The U.N. forum, which meets annually for six weeks in the spring, will also examine alleged abuses in other countries, including Algeria, Burma, Colombia, Cuba, Indonesia, Iran, Iraq, Israel, Nigeria, Turkey and the states of ex-Yugoslavia.
The five-month civil war in eastern Zaire and a steady rise in new ethnic killings in Rwanda will also come under scrutiny.
But the independent global rights organisation Amnesty International has accused the 53-member body of losing credibility.
"The Commission is allowing states to get away with murder, torture, arbitrary detention, unfair trails and a host of other human rights violations," an Amnesty survey of the body's work timed for this year's session says.
Amnesty has called on the Commission to take action to halt "systematic violations" in five priority states: Algeria, Colombia, in Indonesia for its policies in former Portuguese East Timor, in Nigeria and Turkey.
China was singled out in the U.S. State Department's annual report on human rights for having effectively silenced public dissent in 1996 through jailings, intimidation or exile.
Despite Western criticism since the military crackdown on pro-democracy demonstrations in 1989, and concern over political prisoners, Beijing has consistently succeeded in having motions against it squashed by vote in the Commission.
"China has it all lined up. The West will never get enough votes," a U.N. source told Reuters.
"This annual ritual of going after China is a waste of time," one human rights activist said.
Chinese Foreign Minister Qian Qichen said in Beijing on Friday that any attempt to censure China was doomed to fail.
"Since the beginning of the 1990s, the United States and EU (European Union) countries have for six consecutive years tabled anti-China resolutions in Geneva, and every time they have suffered defeat," Qian said. "If they insist on doing the same this year, the outcome will be the same as in the past."
The United States, whose delegation will be headed by women's rights advocate and Democratic Party fund-raiser Nancy Rubin, has failed to lobby early enough to win passage of a motion on China, according to rights activists.
They say France is working to prevent the EU, which has circulated a draft resolution on China, from taking a more aggressive position on Beijing.

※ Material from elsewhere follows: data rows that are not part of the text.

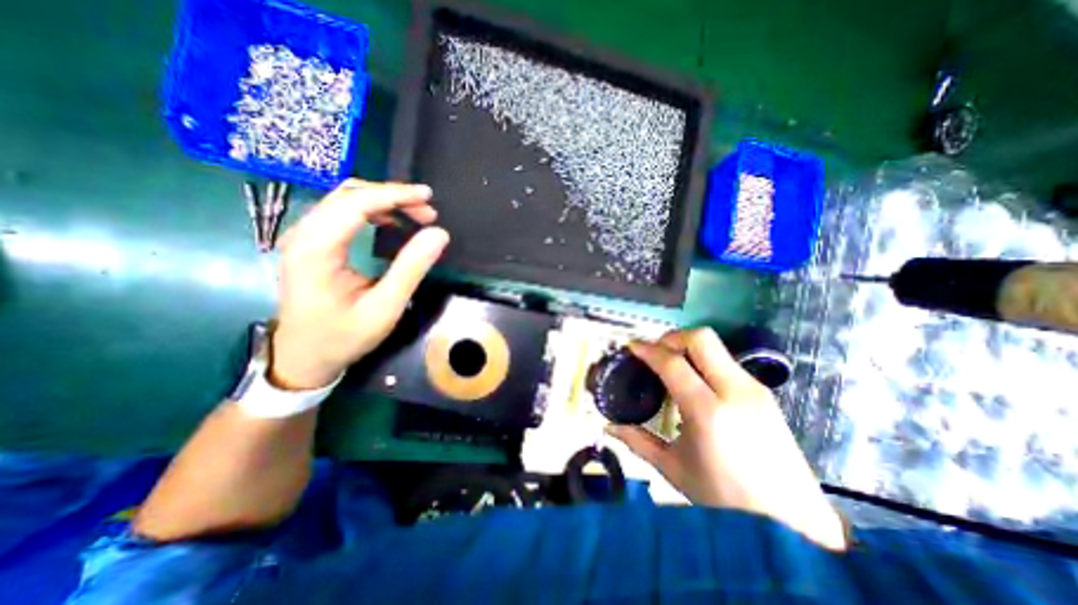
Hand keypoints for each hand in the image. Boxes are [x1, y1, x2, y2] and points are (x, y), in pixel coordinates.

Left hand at [274, 181, 453, 388]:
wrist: (304, 357)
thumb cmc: (344, 336)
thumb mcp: (384, 307)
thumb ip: (411, 268)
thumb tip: (439, 234)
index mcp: (317, 249)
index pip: (356, 203)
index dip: (395, 195)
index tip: (428, 196)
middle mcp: (304, 234)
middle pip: (349, 194)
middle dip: (392, 196)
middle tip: (427, 212)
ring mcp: (304, 237)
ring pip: (344, 200)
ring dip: (383, 201)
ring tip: (416, 215)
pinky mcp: (311, 244)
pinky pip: (341, 213)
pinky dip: (371, 210)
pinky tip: (391, 222)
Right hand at [605, 329, 850, 549]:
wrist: (793, 524)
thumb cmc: (725, 499)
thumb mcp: (674, 468)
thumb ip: (637, 441)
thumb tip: (608, 427)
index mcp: (708, 412)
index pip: (672, 363)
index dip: (647, 349)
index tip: (631, 346)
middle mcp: (735, 391)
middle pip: (700, 339)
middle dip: (671, 338)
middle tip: (654, 352)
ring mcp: (754, 389)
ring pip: (716, 346)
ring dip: (687, 347)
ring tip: (671, 365)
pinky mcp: (764, 393)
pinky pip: (726, 362)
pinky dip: (704, 360)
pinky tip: (695, 382)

"The French are pushing a softer EU line on China. The United States has not been lobbying seriously," one said.
They predict that states of strategic and economic import to the West like Saudi Arabia, Algeria and Turkey are likely to avert formal condemnation.
"The message is trade and human rights are linked," Nicholas Howen, Amnesty's legal director, told a news briefing last week.
"We see a range of 'untouchables' countries that won't be touched even though there are severe human rights violations because of the economic and political interests of the big powers and others in the Commission," he added.
"Saudi Arabia is being protected by its security allies including the United States," Howen, who called for appointing a U.N. independent expert on the secretive kingdom, Howen said.
Turkey, despite documented torture and other abuses against Kurds, enjoys Western protection, he said. The NATO member is a "buffer state against a perceived Islamic threat," he added.
The first U.N. High Commissioner for Human Rights, Jose Ayala Lasso, will open the six-week session, days before leaving his post after three years. Critics say his approach of "quiet diplomacy" kept him from speaking out about many violations.
But Ayala Lasso returns to Ecuador to become foreign minister, proud to have put in place 250 monitors deployed in U.N. human rights field operations in 12 countries, aides say.